Event



Unsettled Belonging: Educating Palestinian-American Youth after 9/11

Author: Thea Abu El-Haj, Associate Professor of Education, Rutgers University
| Golkin Room, Houston Hall 223

Discussant: Ameena Ghaffar Kucher, PhD, Senior Lecturer and Associate Director, International Education Development Program, Graduate School of Education, University of Pennsylvania

 This book talk is co-sponsored by Penn GSE's Education, Culture, and Society Program and the Penn Urban Studies Program, as part of our spring colloquium series.

 


Abstract:

Unsettled Belonging tells the stories of young Palestinian Americans as they navigate and construct lives as American citizens. Following these youth throughout their school days, Thea Abu El-Haj examines citizenship as lived experience, dependent on various social, cultural, and political memberships. For them, she shows, life is characterized by a fundamental schism between their sense of transnational belonging and the exclusionary politics of routine American nationalism that ultimately cast them as impossible subjects.

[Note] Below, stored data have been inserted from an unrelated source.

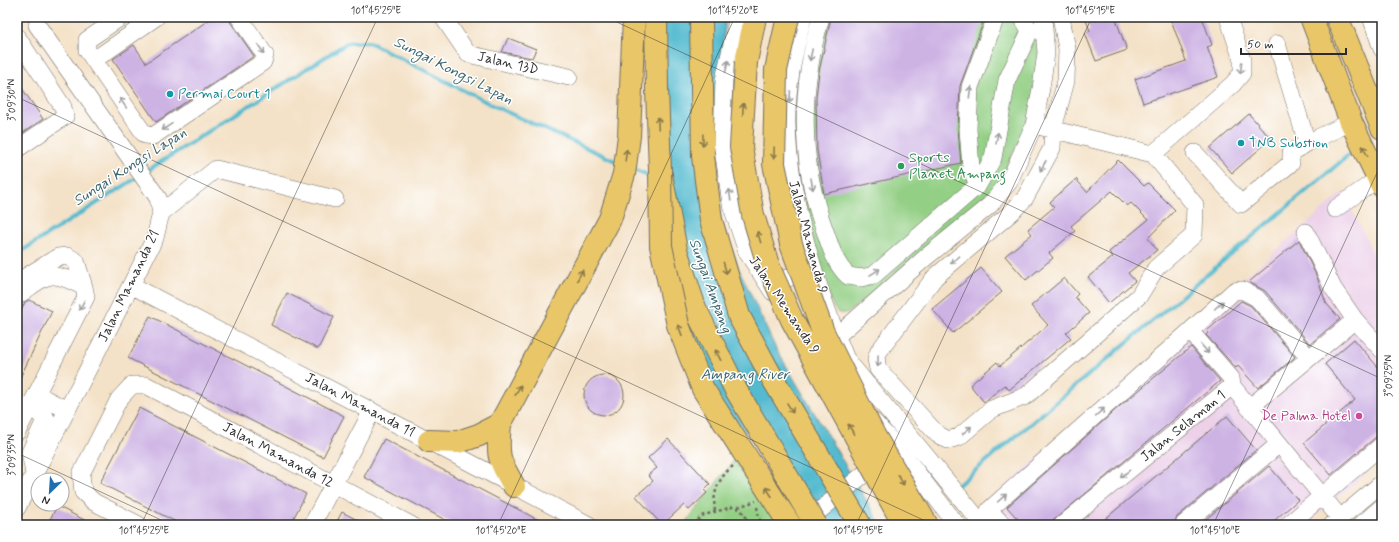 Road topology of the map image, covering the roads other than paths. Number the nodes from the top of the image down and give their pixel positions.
1 (121, 17) edge
2 (156, 17) edge
3 (239, 17) edge
4 (443, 17) edge
5 (634, 17) edge
6 (656, 17) edge
7 (701, 17) edge
8 (738, 17) edge
9 (755, 17) edge
10 (788, 17) edge
11 (803, 17) edge
12 (820, 17) edge
13 (996, 17) edge
14 (1022, 17) edge
15 (1043, 17) edge
16 (1061, 17) edge
17 (1228, 17) edge
18 (1311, 17) edge
19 (1337, 17) edge
20 (1371, 17) edge
21 (43, 21) edge
22 (17, 38) edge
23 (1277, 44) dead end
24 (1382, 49) edge
25 (94, 60) junction
26 (569, 77) dead end
27 (1351, 122) junction
28 (1034, 125) junction
29 (1382, 128) edge
30 (1053, 129) junction
31 (1308, 143) junction
32 (17, 149) edge
33 (1195, 153) dead end
34 (1153, 154) junction
35 (660, 170) junction
36 (1380, 182) edge
37 (978, 185) junction
38 (335, 199) dead end
39 (160, 206) junction
40 (1334, 209) dead end
41 (1306, 232) dead end
42 (911, 242) junction
43 (811, 255) junction
44 (925, 258) junction
45 (758, 272) junction
46 (17, 282) edge
47 (131, 284) junction
48 (84, 287) junction
49 (17, 296) edge
50 (1355, 320) junction
51 (1190, 331) junction
52 (837, 336) junction
53 (1382, 350) edge
54 (1309, 358) junction
55 (830, 374) junction
56 (1232, 386) junction
57 (32, 401) junction
58 (1249, 408) junction
59 (67, 410) junction
60 (372, 411) junction
61 (865, 411) junction
62 (500, 424) junction
63 (17, 432) edge
64 (912, 438) junction
65 (429, 441) junction
66 (1279, 444) junction
67 (1382, 445) edge
68 (898, 448) junction
69 (34, 472) edge
70 (35, 472) edge
71 (862, 474) junction
72 (30, 482) edge
73 (1382, 483) edge
74 (334, 484) junction
75 (514, 486) junction
76 (1321, 495) junction
77 (1382, 507) edge
78 (17, 508) edge
79 (1336, 522) edge
80 (804, 524) edge
81 (139, 525) edge
82 (312, 525) edge
83 (411, 525) edge
84 (589, 525) edge
85 (860, 525) edge
86 (904, 525) edge
87 (927, 525) edge
88 (957, 525) edge
89 (983, 525) edge
90 (1003, 525) edge
91 (1062, 525) edge
92 (1182, 525) edge
93 (1288, 525) edge
94 (1361, 525) edge

1 - 25 street
2 - 25 street
3 -> 25 street
4 - 26 street, Jalan 13D
62 -> 5 main road
35 -> 6 main road
7 -> 85 main road, bridge
45 -> 8 street, Jalan Memanda 9
86 -> 9 main road, bridge
10 -> 87 main road, bridge
11 -> 43 street, Jalan Mamanda 9
12 -> 42 street
37 -> 13 street
37 -> 14 street
15 - 28 street
16 - 30 street
17 -> 34 street
18 - 27 main road
19 - 29 main road
20 - 24 street
21 - 22 street
21 - 39 street
22 - 32 street
23 - 31 street
27 - 31 street
36 -> 27 main road
28 - 30 street
28 - 44 street
30 - 34 street
30 -> 34 street
31 - 33 street
80 -> 35 main road, bridge
80 -> 35 main road, bridge
36 - 40 street
37 - 42 street
38 - 39 street
39 - 47 street, Jalan Mamanda 21
41 - 50 street
42 - 44 street
43 - 45 street
43 - 52 street, Jalan Mamanda 9
44 - 52 street
45 - 55 street, Jalan Memanda 9
46 - 48 street
47 - 59 street, Jalan Mamanda 21
47 - 60 street, Jalan Mamanda 11
48 - 49 street
48 -> 57 street
50 - 53 street
50 - 54 street
51 -> 54 street
51 -> 56 street
90 -> 51 street
52 - 55 street
52 - 64 street, Jalan Memanda 9
54 - 58 street
55 - 61 street, Jalan Memanda 9
56 - 58 street, Jalan Selaman 1
56 -> 91 street, Jalan Selaman 1
57 - 59 street
57 - 63 street
57 - 69 street
58 - 66 street, Jalan Selaman 1
59 - 70 street, Jalan Mamanda 21
60 - 65 street, Jalan Mamanda 11
60 - 74 street
61 - 68 street, Jalan Memanda 9
61 - 71 street
62 - 65 main road
62 - 75 main road
64 - 68 street
64 - 89 street, Jalan Memanda 9
65 - 75 street, Jalan Mamanda 11
66 - 76 street, Jalan Selaman 1
66 - 92 street
67 - 76 street
68 - 71 street
68 - 88 street, Jalan Memanda 9
71 - 80 street, bridge
72 - 78 street, Jalan Mamanda 21
73 - 79 street
74 - 81 street, Jalan Mamanda 12
74 - 82 street
74 - 83 street, Jalan Mamanda 12
75 - 84 street, Jalan Mamanda 11
76 - 79 street, Jalan Selaman 1
76 - 93 street
77 - 94 street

Abu El-Haj explores the school as the primary site where young people from immigrant communities encounter the central discourses about what it means to be American. She illustrates the complex ways social identities are bound up with questions of belonging and citizenship, and she details the processes through which immigrant youth are racialized via everyday nationalistic practices. Finally, she raises a series of crucial questions about how we educate for active citizenship in contemporary times, when more and more people’s lives are shaped within transnational contexts. A compelling account of post-9/11 immigrant life, Unsettled Belonging is a steadfast look at the disjunctures of modern citizenship.